* [EXERCISE INSTRUCTIONS]:
Each line in the listing below that contains "Padre" should be returned.
····················
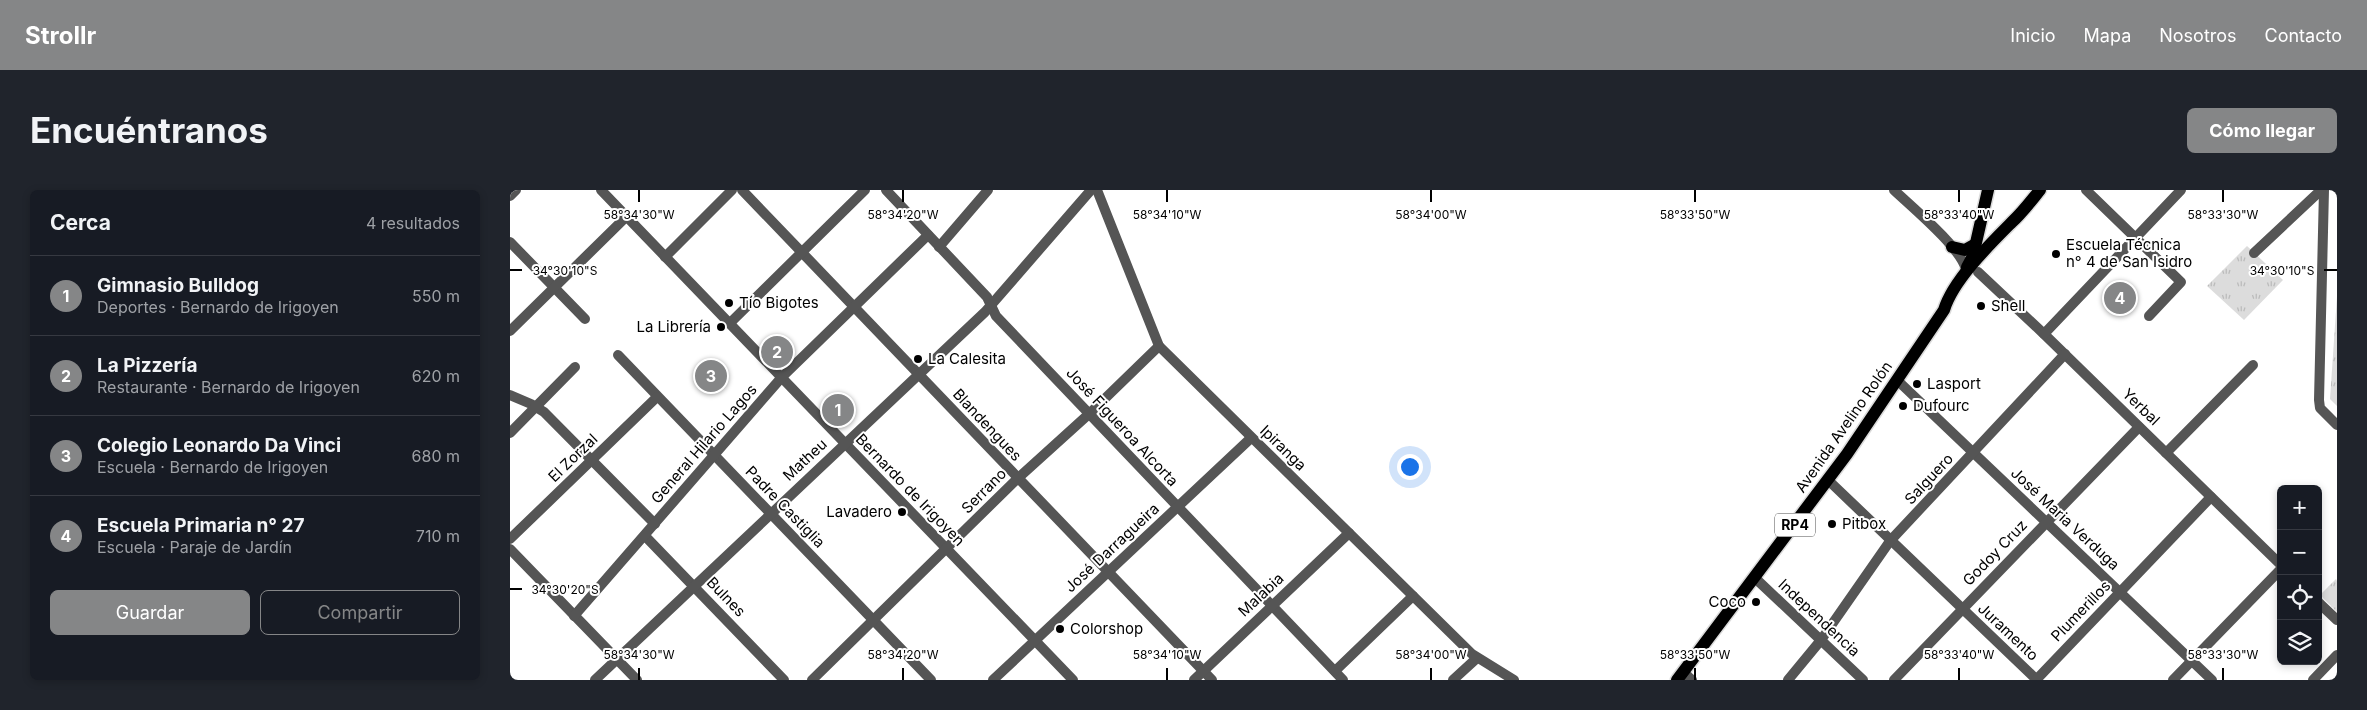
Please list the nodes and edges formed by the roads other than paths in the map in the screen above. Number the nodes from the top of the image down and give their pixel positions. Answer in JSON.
{"nodes":[{"id":1,"x":516,"y":190,"type":"edge"},
{"id":2,"x":601,"y":190,"type":"edge"},
{"id":3,"x":732,"y":190,"type":"edge"},
{"id":4,"x":742,"y":190,"type":"edge"},
{"id":5,"x":865,"y":190,"type":"edge"},
{"id":6,"x":887,"y":190,"type":"edge"},
{"id":7,"x":988,"y":190,"type":"edge"},
{"id":8,"x":1091,"y":190,"type":"edge"},
{"id":9,"x":1097,"y":190,"type":"edge"},
{"id":10,"x":1894,"y":190,"type":"edge"},
{"id":11,"x":1988,"y":190,"type":"edge"},
{"id":12,"x":1994,"y":190,"type":"edge"},
{"id":13,"x":2040,"y":190,"type":"edge"},
{"id":14,"x":2086,"y":190,"type":"edge"},
{"id":15,"x":2181,"y":190,"type":"edge"},
{"id":16,"x":2322,"y":190,"type":"edge"},
{"id":17,"x":510,"y":196,"type":"edge"},
{"id":18,"x":627,"y":216,"type":"junction"},
{"id":19,"x":2012,"y":223,"type":"junction"},
{"id":20,"x":1986,"y":224,"type":"junction"},
{"id":21,"x":928,"y":235,"type":"junction"},
{"id":22,"x":1996,"y":236,"type":"junction"},
{"id":23,"x":2136,"y":236,"type":"junction"},
{"id":24,"x":510,"y":242,"type":"edge"},
{"id":25,"x":939,"y":247,"type":"junction"},
{"id":26,"x":1965,"y":251,"type":"junction"},
{"id":27,"x":802,"y":252,"type":"junction"},
{"id":28,"x":2254,"y":253,"type":"dead end"},
{"id":29,"x":665,"y":257,"type":"junction"},
{"id":30,"x":1969,"y":274,"type":"junction"},
{"id":31,"x":552,"y":287,"type":"junction"},
{"id":32,"x":991,"y":305,"type":"junction"},
{"id":33,"x":854,"y":307,"type":"junction"},
{"id":34,"x":1944,"y":310,"type":"junction"},
{"id":35,"x":2149,"y":316,"type":"dead end"},
{"id":36,"x":585,"y":319,"type":"dead end"},
{"id":37,"x":730,"y":323,"type":"junction"},
{"id":38,"x":510,"y":330,"type":"edge"},
{"id":39,"x":2044,"y":334,"type":"junction"},
{"id":40,"x":1159,"y":346,"type":"junction"},
{"id":41,"x":2065,"y":354,"type":"junction"},
{"id":42,"x":625,"y":358,"type":"dead end"},
{"id":43,"x":2253,"y":365,"type":"dead end"},
{"id":44,"x":575,"y":367,"type":"dead end"},
{"id":45,"x":918,"y":374,"type":"junction"},
{"id":46,"x":782,"y":377,"type":"junction"},
{"id":47,"x":1897,"y":380,"type":"junction"},
{"id":48,"x":510,"y":395,"type":"edge"},
{"id":49,"x":657,"y":397,"type":"junction"},
{"id":50,"x":536,"y":406,"type":"junction"},
{"id":51,"x":1090,"y":413,"type":"junction"},
{"id":52,"x":2337,"y":425,"type":"edge"},
{"id":53,"x":2139,"y":427,"type":"junction"},
{"id":54,"x":510,"y":433,"type":"edge"},
{"id":55,"x":1251,"y":438,"type":"junction"},
{"id":56,"x":845,"y":444,"type":"junction"},
{"id":57,"x":1974,"y":452,"type":"junction"},
{"id":58,"x":2166,"y":453,"type":"junction"},
{"id":59,"x":715,"y":456,"type":"junction"},
{"id":60,"x":592,"y":461,"type":"junction"},
{"id":61,"x":1017,"y":479,"type":"junction"},
{"id":62,"x":1828,"y":480,"type":"junction"},
{"id":63,"x":2211,"y":497,"type":"junction"},
{"id":64,"x":1178,"y":508,"type":"junction"},
{"id":65,"x":771,"y":514,"type":"junction"},
{"id":66,"x":2046,"y":522,"type":"junction"},
{"id":67,"x":655,"y":524,"type":"junction"},
{"id":68,"x":1349,"y":533,"type":"junction"},
{"id":69,"x":646,"y":536,"type":"junction"},
{"id":70,"x":510,"y":539,"type":"edge"},
{"id":71,"x":1890,"y":541,"type":"junction"},
{"id":72,"x":510,"y":549,"type":"edge"},
{"id":73,"x":947,"y":549,"type":"junction"},
{"id":74,"x":2277,"y":561,"type":"edge"},
{"id":75,"x":1108,"y":572,"type":"junction"},
{"id":76,"x":2277,"y":573,"type":"edge"},
{"id":77,"x":1755,"y":578,"type":"junction"},
{"id":78,"x":694,"y":586,"type":"junction"},
{"id":79,"x":2121,"y":592,"type":"junction"},
{"id":80,"x":1413,"y":596,"type":"junction"},
{"id":81,"x":1272,"y":605,"type":"junction"},
{"id":82,"x":2322,"y":606,"type":"edge"},
{"id":83,"x":1962,"y":610,"type":"junction"},
{"id":84,"x":574,"y":616,"type":"junction"},
{"id":85,"x":2337,"y":620,"type":"edge"},
{"id":86,"x":873,"y":621,"type":"junction"},
{"id":87,"x":1821,"y":640,"type":"junction"},
{"id":88,"x":1035,"y":641,"type":"junction"},
{"id":89,"x":2337,"y":655,"type":"edge"},
{"id":90,"x":1477,"y":658,"type":"junction"},
{"id":91,"x":617,"y":659,"type":"junction"},
{"id":92,"x":2192,"y":660,"type":"junction"},
{"id":93,"x":1203,"y":671,"type":"junction"},
{"id":94,"x":1335,"y":671,"type":"junction"},
{"id":95,"x":1684,"y":677,"type":"edge"},
{"id":96,"x":595,"y":680,"type":"edge"},
{"id":97,"x":637,"y":680,"type":"edge"},
{"id":98,"x":784,"y":680,"type":"edge"},
{"id":99,"x":812,"y":680,"type":"edge"},
{"id":100,"x":931,"y":680,"type":"edge"},
{"id":101,"x":993,"y":680,"type":"edge"},
{"id":102,"x":1073,"y":680,"type":"edge"},
{"id":103,"x":1194,"y":680,"type":"edge"},
{"id":104,"x":1212,"y":680,"type":"edge"},
{"id":105,"x":1343,"y":680,"type":"edge"},
{"id":106,"x":1453,"y":680,"type":"edge"},
{"id":107,"x":1514,"y":680,"type":"edge"},
{"id":108,"x":1788,"y":680,"type":"edge"},
{"id":109,"x":1863,"y":680,"type":"edge"},
{"id":110,"x":1894,"y":680,"type":"edge"},
{"id":111,"x":2036,"y":680,"type":"edge"},
{"id":112,"x":2174,"y":680,"type":"edge"},
{"id":113,"x":2212,"y":680,"type":"edge"},
{"id":114,"x":2313,"y":680,"type":"edge"}],
"edges":[{"from":1,"to":17,"type":"street"},
{"from":2,"to":18,"type":"street","name":"Bernardo de Irigoyen"},
{"from":3,"to":29,"type":"street"},
{"from":4,"to":27,"type":"street","name":"Blandengues"},
{"from":5,"to":27,"type":"street"},
{"from":6,"to":21,"type":"street","name":"José Figueroa Alcorta"},
{"from":7,"to":25,"type":"street"},
{"from":8,"to":32,"type":"street","name":"Matheu"},
{"from":9,"to":40,"type":"street","name":"Ipiranga"},
{"from":10,"to":26,"type":"street"},
{"from":11,"to":26,"type":"main road"},
{"from":12,"to":20,"type":"main road"},
{"from":13,"to":19,"type":"main road","name":"Avenida Avelino Rolón","number":"RP4"},
{"from":14,"to":23,"type":"street"},
{"from":15,"to":23,"type":"street"},
{"from":16,"to":28,"type":"street"},
{"from":16,"to":52,"type":"street"},
{"from":18,"to":29,"type":"street","name":"Bernardo de Irigoyen"},
{"from":18,"to":31,"type":"street"},
{"from":19,"to":22,"type":"main road","name":"Avenida Avelino Rolón","number":"RP4"},
{"from":19,"to":30,"type":"main road","name":"Avenida Avelino Rolón","number":"RP4"},
{"from":20,"to":22,"type":"main road"},
{"from":20,"to":26,"type":"main road"},
{"from":21,"to":25,"type":"street","name":"José Figueroa Alcorta"},
{"from":21,"to":33,"type":"street","name":"General Hilario Lagos"},
{"from":22,"to":30,"type":"main road","name":"Avenida Avelino Rolón","number":"RP4"},
{"from":23,"to":35,"type":"street"},
{"from":23,"to":39,"type":"street"},
{"from":24,"to":31,"type":"street"},
{"from":25,"to":32,"type":"street","name":"José Figueroa Alcorta"},
{"from":26,"to":30,"type":"main road"},
{"from":27,"to":33,"type":"street","name":"Blandengues"},
{"from":27,"to":37,"type":"street"},
{"from":29,"to":37,"type":"street","name":"Bernardo de Irigoyen"},
{"from":30,"to":34,"type":"main road","name":"Avenida Avelino Rolón","number":"RP4"},
{"from":30,"to":34,"type":"main road","name":"Avenida Avelino Rolón","number":"RP4"},
{"from":30,"to":39,"type":"street","name":"Yerbal"},
{"from":31,"to":36,"type":"street"},
{"from":31,"to":38,"type":"street"},
{"from":32,"to":45,"type":"street","name":"Matheu"},
{"from":32,"to":51,"type":"street","name":"José Figueroa Alcorta"},
{"from":33,"to":45,"type":"street","name":"Blandengues"},
{"from":33,"to":46,"type":"street","name":"General Hilario Lagos"},
{"from":34,"to":47,"type":"main road","name":"Avenida Avelino Rolón","number":"RP4"},
{"from":37,"to":46,"type":"street","name":"Bernardo de Irigoyen"},
{"from":39,"to":41,"type":"street","name":"Yerbal"},
{"from":40,"to":51,"type":"street","name":"Serrano"},
{"from":40,"to":55,"type":"street","name":"Ipiranga"},
{"from":41,"to":53,"type":"street","name":"Yerbal"},
{"from":41,"to":57,"type":"street","name":"Salguero"},
{"from":42,"to":49,"type":"street","name":"Padre Castiglia"},
{"from":43,"to":58,"type":"street"},
{"from":44,"to":50,"type":"street"},
{"from":45,"to":56,"type":"street","name":"Matheu"},
{"from":45,"to":61,"type":"street","name":"Blandengues"},
{"from":46,"to":56,"type":"street","name":"Bernardo de Irigoyen"},
{"from":46,"to":59,"type":"street","name":"General Hilario Lagos"},
{"from":47,"to":57,"type":"street","name":"José Maria Verduga"},
{"from":47,"to":62,"type":"main road","name":"Avenida Avelino Rolón","number":"RP4"},
{"from":48,"to":50,"type":"street"},
{"from":49,"to":59,"type":"street","name":"Padre Castiglia"},
{"from":49,"to":60,"type":"street","name":"El Zorzal"},
{"from":50,"to":54,"type":"street"},
{"from":50,"to":60,"type":"street"},
{"from":51,"to":61,"type":"street","name":"Serrano"},
{"from":51,"to":64,"type":"street","name":"José Figueroa Alcorta"},
{"from":53,"to":58,"type":"street","name":"Yerbal"},
{"from":53,"to":66,"type":"street","name":"Godoy Cruz"},
{"from":55,"to":64,"type":"street","name":"José Darragueira"},
{"from":55,"to":68,"type":"street","name":"Ipiranga"},
{"from":56,"to":65,"type":"street","name":"Matheu"},
{"from":56,"to":73,"type":"street","name":"Bernardo de Irigoyen"},
{"from":57,"to":66,"type":"street","name":"José Maria Verduga"},
{"from":57,"to":71,"type":"street","name":"Salguero"},
{"from":58,"to":63,"type":"street","name":"Yerbal"},
{"from":59,"to":65,"type":"street","name":"Padre Castiglia"},
{"from":59,"to":67,"type":"street","name":"General Hilario Lagos"},
{"from":60,"to":67,"type":"street"},
{"from":60,"to":70,"type":"street","name":"El Zorzal"},
{"from":61,"to":73,"type":"street","name":"Serrano"},
{"from":61,"to":75,"type":"street","name":"Blandengues"},
{"from":62,"to":71,"type":"street","name":"Juramento"},
{"from":62,"to":77,"type":"main road","name":"Avenida Avelino Rolón","number":"RP4"},
{"from":63,"to":74,"type":"street","name":"Yerbal"},
{"from":63,"to":79,"type":"street","name":"Plumerillos"},
{"from":64,"to":75,"type":"street","name":"José Darragueira"},
{"from":64,"to":81,"type":"street","name":"José Figueroa Alcorta"},
{"from":65,"to":78,"type":"street","name":"Matheu"},
{"from":65,"to":86,"type":"street","name":"Padre Castiglia"},
{"from":66,"to":79,"type":"street","name":"José Maria Verduga"},
{"from":66,"to":83,"type":"street","name":"Godoy Cruz"},
{"from":67,"to":69,"type":"street","name":"General Hilario Lagos"},
{"from":68,"to":80,"type":"street","name":"Ipiranga"},
{"from":68,"to":81,"type":"street","name":"Malabia"},
{"from":69,"to":78,"type":"street","name":"Bulnes"},
{"from":69,"to":84,"type":"street","name":"General Hilario Lagos"},
{"from":71,"to":83,"type":"street","name":"Juramento"},
{"from":71,"to":87,"type":"street","name":"Salguero"},
{"from":72,"to":84,"type":"street"},
{"from":73,"to":86,"type":"street","name":"Serrano"},
{"from":73,"to":88,"type":"street","name":"Bernardo de Irigoyen"},
{"from":75,"to":88,"type":"street","name":"José Darragueira"},
{"from":75,"to":93,"type":"street","name":"Blandengues"},
{"from":76,"to":92,"type":"street"},
{"from":77,"to":87,"type":"street","name":"Independencia"},
{"from":77,"to":95,"type":"main road","name":"Avenida Avelino Rolón","number":"RP4"},
{"from":78,"to":91,"type":"street","name":"Matheu"},
{"from":78,"to":98,"type":"street","name":"Bulnes"},
{"from":79,"to":92,"type":"street","name":"José Maria Verduga"},
{"from":79,"to":111,"type":"street","name":"Plumerillos"},
{"from":80,"to":90,"type":"street","name":"Ipiranga"},
{"from":80,"to":94,"type":"street"},
{"from":81,"to":93,"type":"street","name":"Malabia"},
{"from":81,"to":94,"type":"street","name":"José Figueroa Alcorta"},
{"from":82,"to":85,"type":"street"},
{"from":83,"to":110,"type":"street","name":"Godoy Cruz"},
{"from":83,"to":111,"type":"street","name":"Juramento"},
{"from":84,"to":91,"type":"street"},
{"from":86,"to":99,"type":"street","name":"Serrano"},
{"from":86,"to":100,"type":"street","name":"Padre Castiglia"},
{"from":87,"to":108,"type":"street","name":"Salguero"},
{"from":87,"to":109,"type":"street","name":"Independencia"},
{"from":88,"to":101,"type":"street","name":"José Darragueira"},
{"from":88,"to":102,"type":"street","name":"Bernardo de Irigoyen"},
{"from":89,"to":114,"type":"street"},
{"from":90,"to":106,"type":"street"},
{"from":90,"to":107,"type":"street","name":"Ipiranga"},
{"from":91,"to":96,"type":"street","name":"Matheu"},
{"from":91,"to":97,"type":"street"},
{"from":92,"to":112,"type":"street"},
{"from":92,"to":113,"type":"street","name":"José Maria Verduga"},
{"from":93,"to":103,"type":"street","name":"Malabia"},
{"from":93,"to":104,"type":"street","name":"Blandengues"},
{"from":94,"to":105,"type":"street","name":"José Figueroa Alcorta"}]}
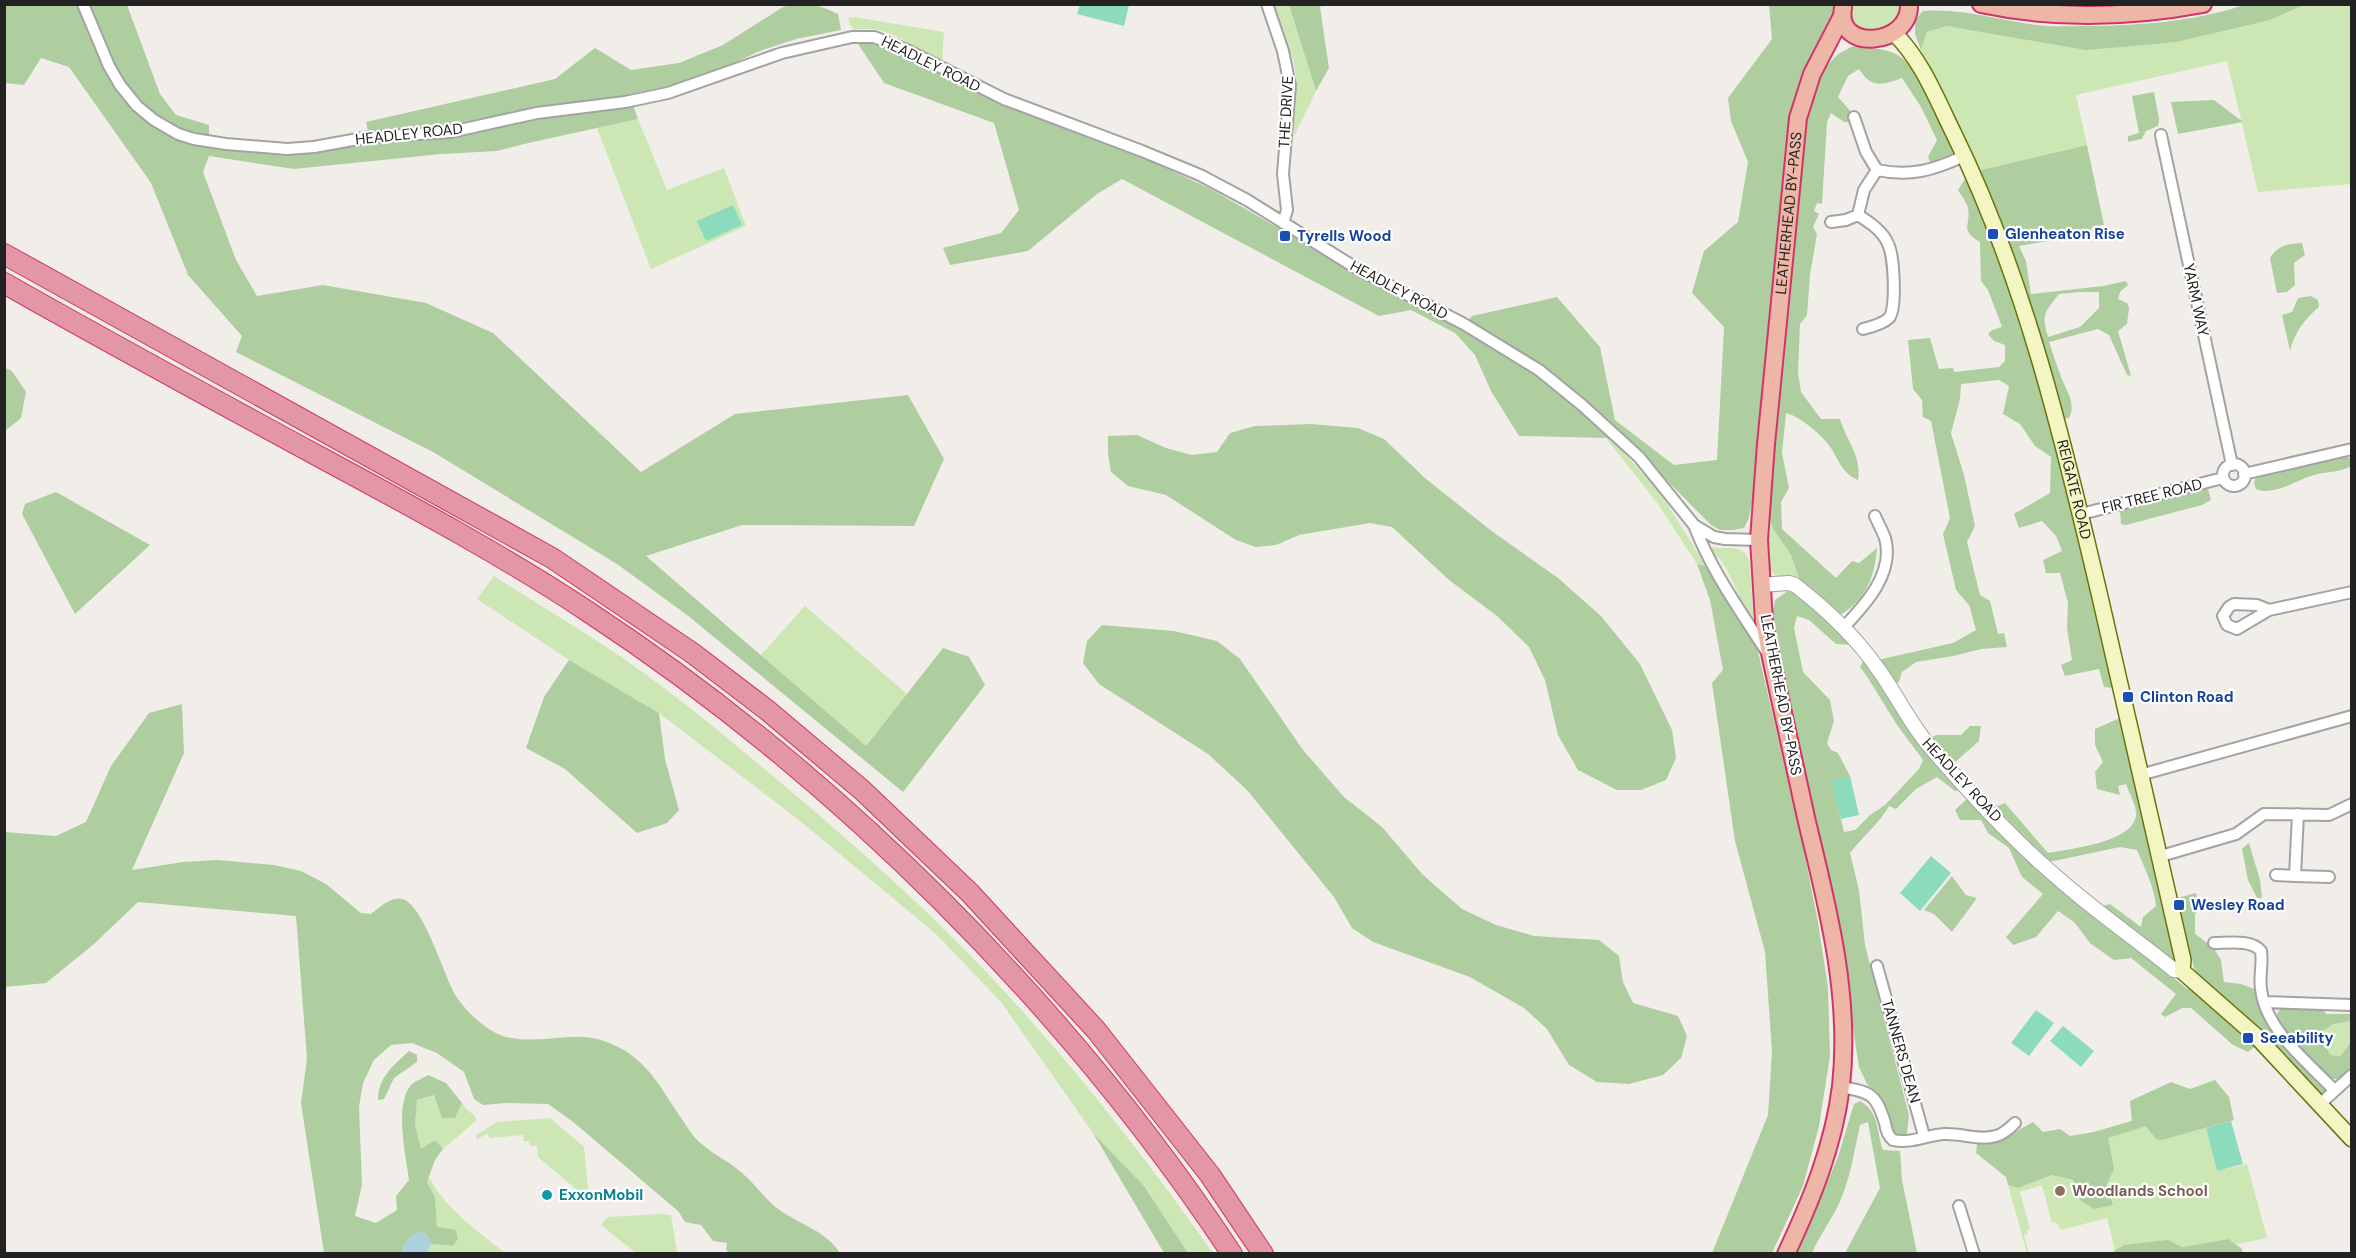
····················
* [WRITTEN RESPONSE]:
{"from":42,"to":49,"type":"street","name":"Padre Castiglia"},
{"from":49,"to":59,"type":"street","name":"Padre Castiglia"},
{"from":59,"to":65,"type":"street","name":"Padre Castiglia"},
{"from":65,"to":86,"type":"street","name":"Padre Castiglia"},
{"from":86,"to":100,"type":"street","name":"Padre Castiglia"},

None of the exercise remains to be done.